In the Netherlands, during the Enlightenment, a major role was played by the Amsterdam-born philosopher Baruch Spinoza (1632-1677). The Sephardic Jew Spinoza was known as a gentle, quiet and modest man, but he opposed the faith from an early age. For example, he questioned the divine origin of the Bible and the Ten Commandments of Moses and rebelled against the idea that the Jewish people were chosen by God and that God was in human form. In 1670, Spinoza’s ‘Tractatus theologico-politicus’ (Theological-Political Treatise) was published (anonymously) and in it he advocated complete freedom of expression and freedom of religion. Spinoza was exiled by the Sephardic Jewish community and his books were banned in Europe for 200 years, because his Biblical criticism was said to encourage atheism.
The French Revolution
The Enlightenment led to an uprising in France called the French Revolution (revolution for short).
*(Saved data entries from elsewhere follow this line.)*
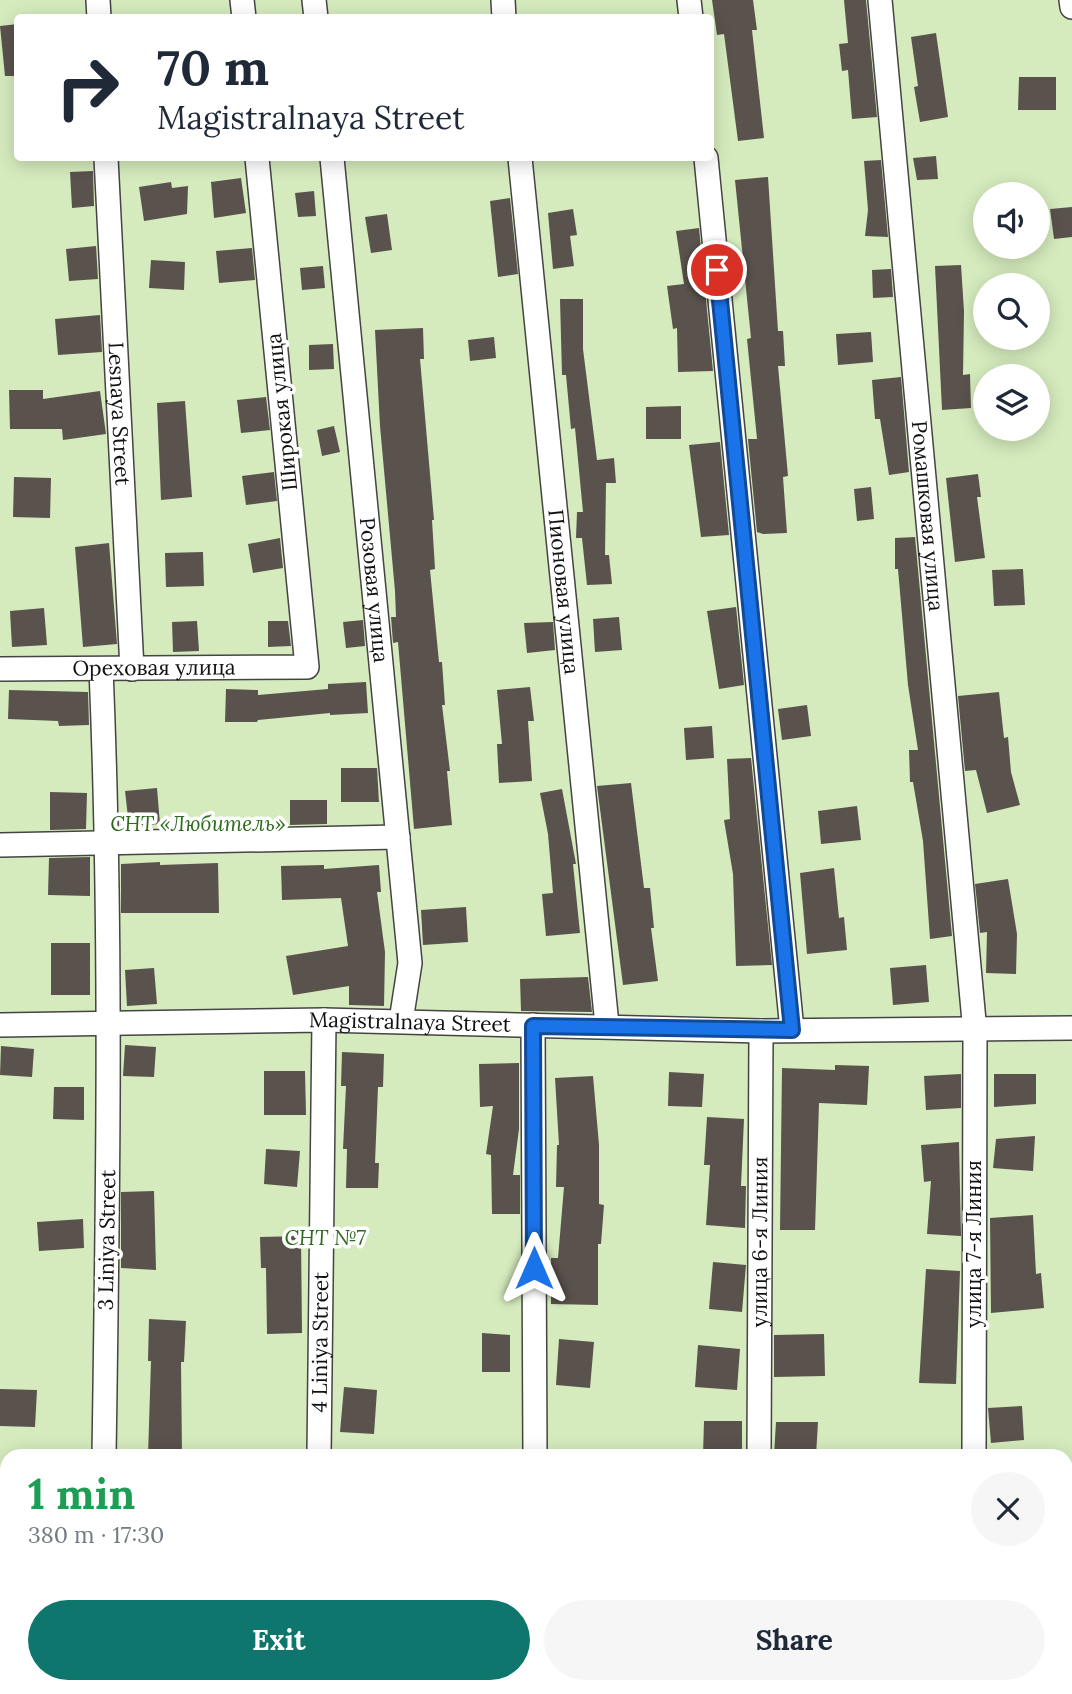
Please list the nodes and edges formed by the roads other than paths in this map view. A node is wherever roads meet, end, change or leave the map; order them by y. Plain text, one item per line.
1 (880, 0) edge
2 (1071, 0) edge
3 (1072, 7) edge
4 (106, 161) edge
5 (257, 161) edge
6 (332, 161) edge
7 (520, 161) edge
8 (706, 161) edge
9 (307, 667) joint
10 (0, 669) edge
11 (101, 669) junction
12 (132, 669) junction
13 (398, 837) junction
14 (108, 842) junction
15 (0, 845) edge
16 (324, 1020) junction
17 (401, 1021) junction
18 (0, 1025) edge
19 (110, 1025) junction
20 (607, 1025) junction
21 (533, 1026) junction
22 (1072, 1028) edge
23 (792, 1030) junction
24 (761, 1031) junction
25 (975, 1031) junction
26 (104, 1449) edge
27 (319, 1449) edge
28 (535, 1449) edge
29 (759, 1449) edge
30 (974, 1449) edge

1 - 25 street, Ромашковая улица
2 - 3 street
4 - 12 street, Lesnaya Street
5 - 9 street, Широкая улица
6 - 13 street, Розовая улица
7 - 20 street, Пионовая улица
8 - 23 street
9 - 12 street, Ореховая улица
10 - 11 street, Ореховая улица
11 - 12 street, Ореховая улица
11 - 14 street, 3 Liniya Street
13 - 14 street
13 - 17 street, Розовая улица
14 - 15 street
14 - 19 street, 3 Liniya Street
16 - 17 street, Magistralnaya Street
16 - 19 street, Magistralnaya Street
16 - 27 street, 4 Liniya Street
17 - 21 street, Magistralnaya Street
18 - 19 street, Magistralnaya Street
19 - 26 street, 3 Liniya Street
20 - 21 street, Magistralnaya Street
20 - 24 street, Magistralnaya Street
21 - 28 street
22 - 25 street, Magistralnaya Street
23 - 24 street, Magistralnaya Street
23 - 25 street, Magistralnaya Street
24 - 29 street, улица 6-я Линия
25 - 30 street, улица 7-я Линия

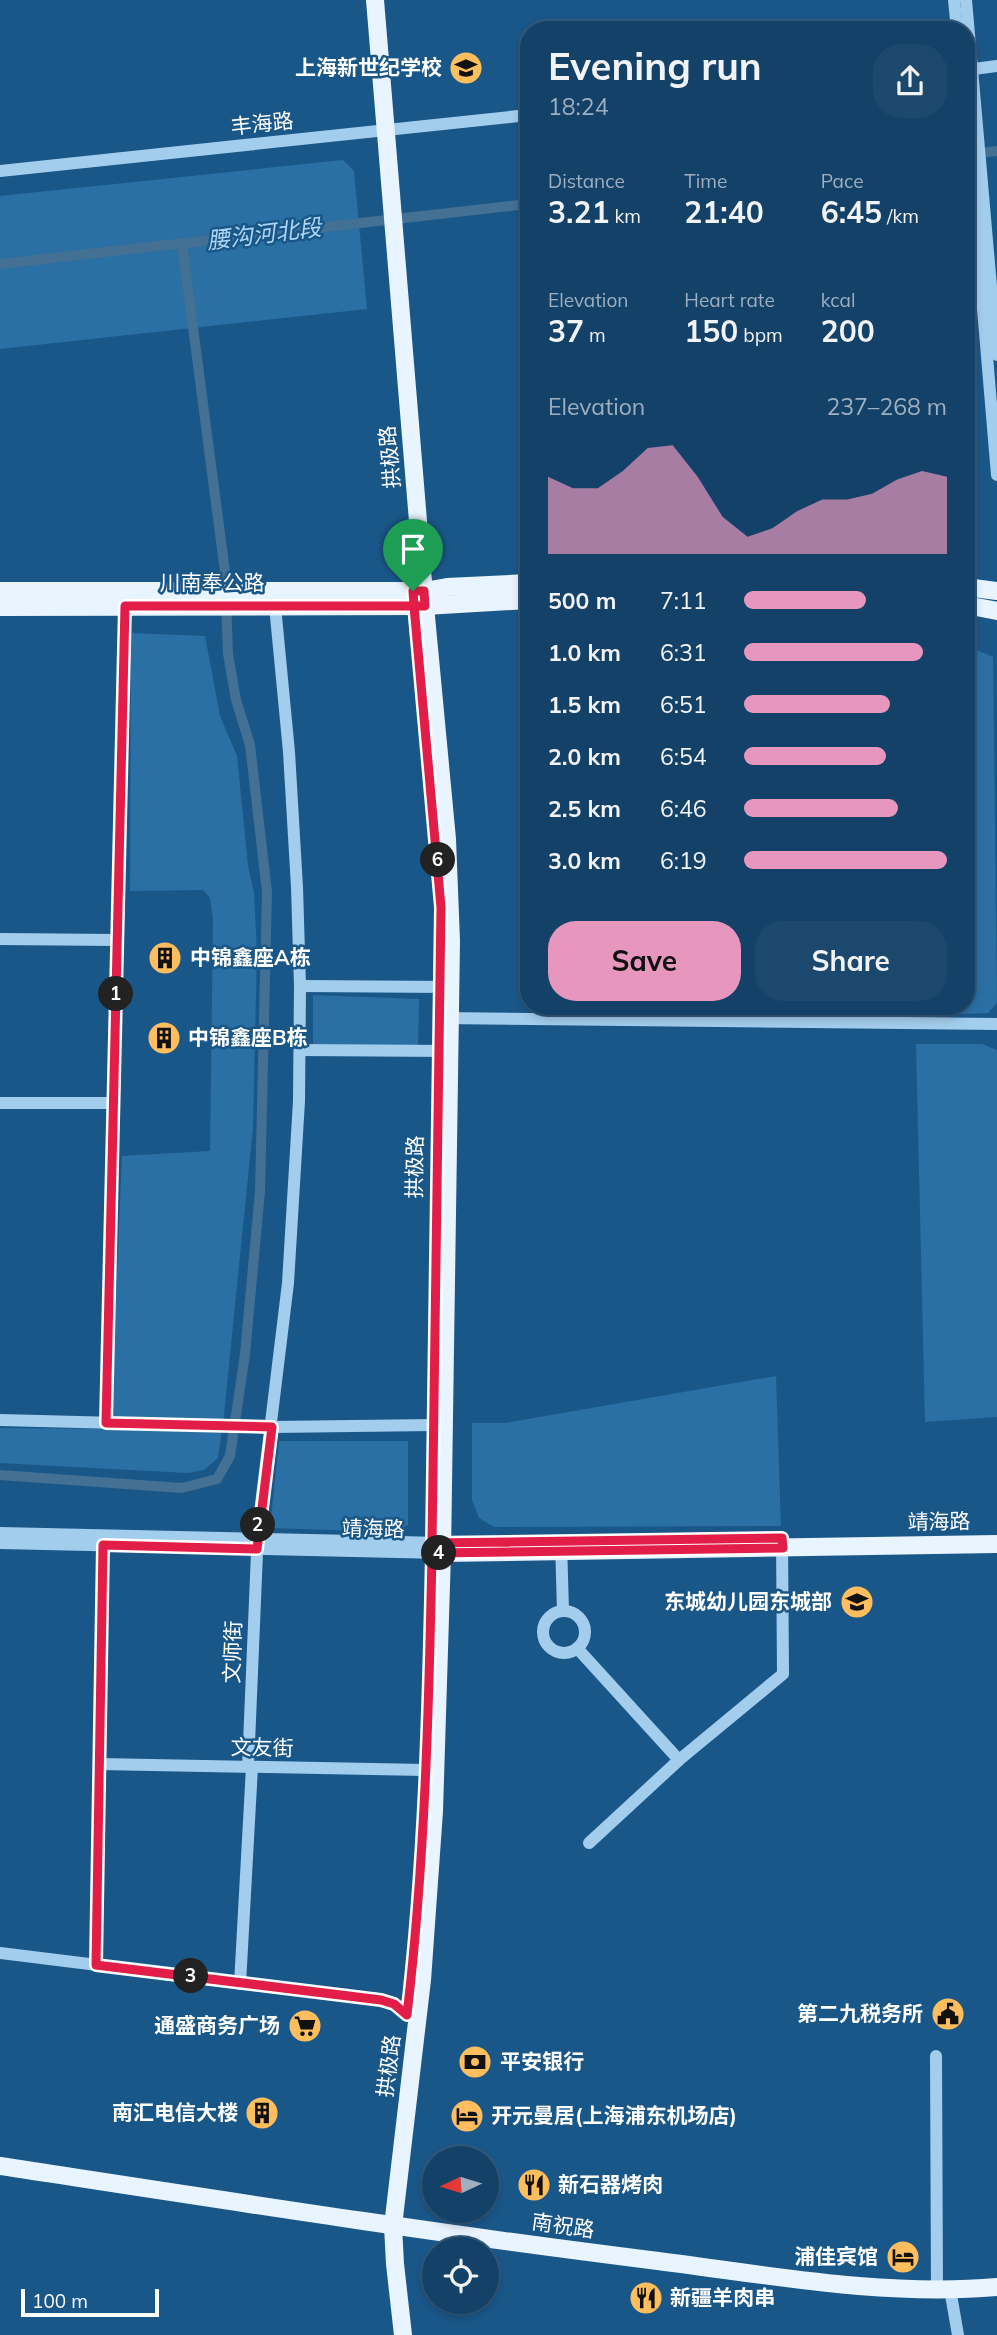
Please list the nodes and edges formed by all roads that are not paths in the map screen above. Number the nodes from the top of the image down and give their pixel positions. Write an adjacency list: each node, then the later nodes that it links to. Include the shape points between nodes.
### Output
1 (364, 0): 10 (main road, 拱极路)
2 (375, 0): 10 (main road, 拱极路)
3 (954, 0): 5 (street)
4 (966, 0): 6 (street)
5 (956, 21)
6 (967, 21)
7 (997, 66): 8 (street)
8 (975, 68)
9 (520, 116): 10 (street, 丰海路)
10 (381, 130): 12 (street, 丰海路); 22 (main road, 拱极路)
11 (975, 136): 13 (street)
12 (0, 171)
13 (988, 248): 14 (street); 15 (street)
14 (997, 355)
15 (997, 475)
16 (520, 583): 22 (main road, via 447,587)
17 (975, 588): 19 (main road)
18 (0, 591): 20 (main road, 川南奉公路)
19 (997, 591)
20 (203, 598): 21 (main road, 川南奉公路); 24 (main road, 川南奉公路)
21 (243, 598): 22 (main road, 川南奉公路); 25 (main road, 川南奉公路)
22 (419, 598): 23 (main road); 25 (main road, 川南奉公路); 32 (main road, 拱极路)
23 (520, 600)
24 (125, 606): 26 (main road, 川南奉公路); 30 (street)
25 (275, 606): 31 (street, 文师街, via 293,817)
26 (0, 607)
27 (975, 607): 28 (main road)
28 (997, 611)
29 (0, 939): 30 (street)
30 (117, 940): 38 (street)
31 (300, 986): 32 (street); 35 (street, 文师街)
32 (446, 987): 33 (main road, 拱极路)
33 (445, 1018): 34 (street); 36 (main road, 拱极路)
34 (997, 1024)
35 (300, 1050): 36 (street); 42 (street, 文师街, via 293,1223)
36 (445, 1051): 41 (main road, 拱极路); 51 (main road, 拱极路)
37 (0, 1103): 38 (street)
38 (113, 1103): 40 (street)
39 (0, 1420): 40 (street)
40 (106, 1423): 42 (street)
41 (433, 1425): 42 (street); 51 (main road, 拱极路)
42 (272, 1427): 48 (street, 文师街)
43 (0, 1533): 45 (street, 靖海路)
44 (997, 1534): 47 (main road, 靖海路)
45 (103, 1540): 46 (street, 靖海路); 48 (street, 靖海路); 55 (street)
46 (0, 1543)
47 (782, 1543): 49 (main road, 靖海路); 50 (main road, 靖海路); 54 (street, via 783,1674)
48 (257, 1544): 51 (street, 靖海路); 56 (street, 文师街)
49 (997, 1544)
50 (561, 1547): 51 (main road, 靖海路); 52 (street)
51 (437, 1548): 57 (main road, 拱极路); 66 (main road, 拱极路, via 434,1811 426,1932 412,2073)
52 (563, 1611): 53 (street, via 579,1617 585,1628 584,1640); 53 (street, via 546,1621 544,1639 557,1652)
53 (577, 1648): 54 (street)
54 (679, 1760): 58 (street)
55 (99, 1764): 56 (street, 文友街); 60 (street)
56 (250, 1767): 57 (street, 文友街); 61 (street, 文师街)
57 (425, 1770): 62 (main road, 拱极路)
58 (589, 1843)
59 (0, 1953): 60 (street)
60 (96, 1965): 61 (street)
61 (240, 1983): 62 (street, via 381,2000)
62 (407, 2015): 66 (main road, 拱极路)
63 (936, 2056): 70 (street)
64 (0, 2166): 66 (main road, 南祝路)
65 (0, 2178): 66 (main road, 南祝路)
66 (388, 2231): 67 (main road, 南祝路); 70 (main road, 南祝路); 72 (main road, 拱极路); 73 (main road, 拱极路)
67 (422, 2238)
68 (499, 2252): 70 (main road, 南祝路, via 899,2301)
69 (997, 2287): 70 (main road, 南祝路)
70 (947, 2293): 71 (main road, 南祝路); 74 (street)
71 (997, 2299)
72 (392, 2335)
73 (403, 2335)
74 (958, 2335)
During the French Revolution, the absolute monarchy – which had held France in its grip for three centuries – gave way to the First French Republic. A change that had major consequences for the Roman Catholic Church.
Beginning of the Revolution
A few weeks after the storming of the Bastille (July 14, 1789), restrictions began to be imposed on the Church. For example, she was deprived of the right to levy taxes and in February 1790 all monastic orders in France were abolished. In July 1790, the ‘Civil Constitution of the Clergy’ (Constitution civile du clergé) was adopted by the National Constituent Assembly, which meant that the priests lost their (special) rights. In September 1792, a massacre was committed among the French clergy (the September Massacres) and shortly afterwards the National Convention legalized divorce and took over the birth, death and marriage registers from the Church.
Reign of terror
The next blow came in May 1793 when the Catholic mass was banned and many statues and crosses were removed from the churches and destroyed. As if the aforementioned measures were not enough, the Gregorian calendar was replaced by the Republican calendar and many Christian holidays and rest days were abolished. The Jesuits were expelled from Western Europe and eventually found refuge and religious freedom in Prussia and Russia and around 30,000 priests and bishops had fled France. Of the many French clergy who remained, thousands were murdered. In 1794 the Reign of Terror (1793-1794) (French: la Terreur) came to an end and in February 1795 the Directoire took control of France. When they decided to allow religious practices again, peace returned among the Christians.
The Fall of the Papal State
In 1798 – a year before the end of the French Revolution – the troops of the French general, Napoleon Bonaparte (1769-1821), overthrew the Papal States by capturing the then Pope, Pius VI (1717-1799). . In 1801, Napoleon and Pope Pius VII (1742-1823) signed the Concordat of 1801, which restored not only the Papal States, but also the French dioceses and Catholic worship. The Concordat also stipulated that the French State would henceforth be responsible for the remuneration of the (Catholic) clergy. However, this peace did not last long because in 1808 the Papal State fell again when Rome was incorporated into the First French Empire by Napoleon.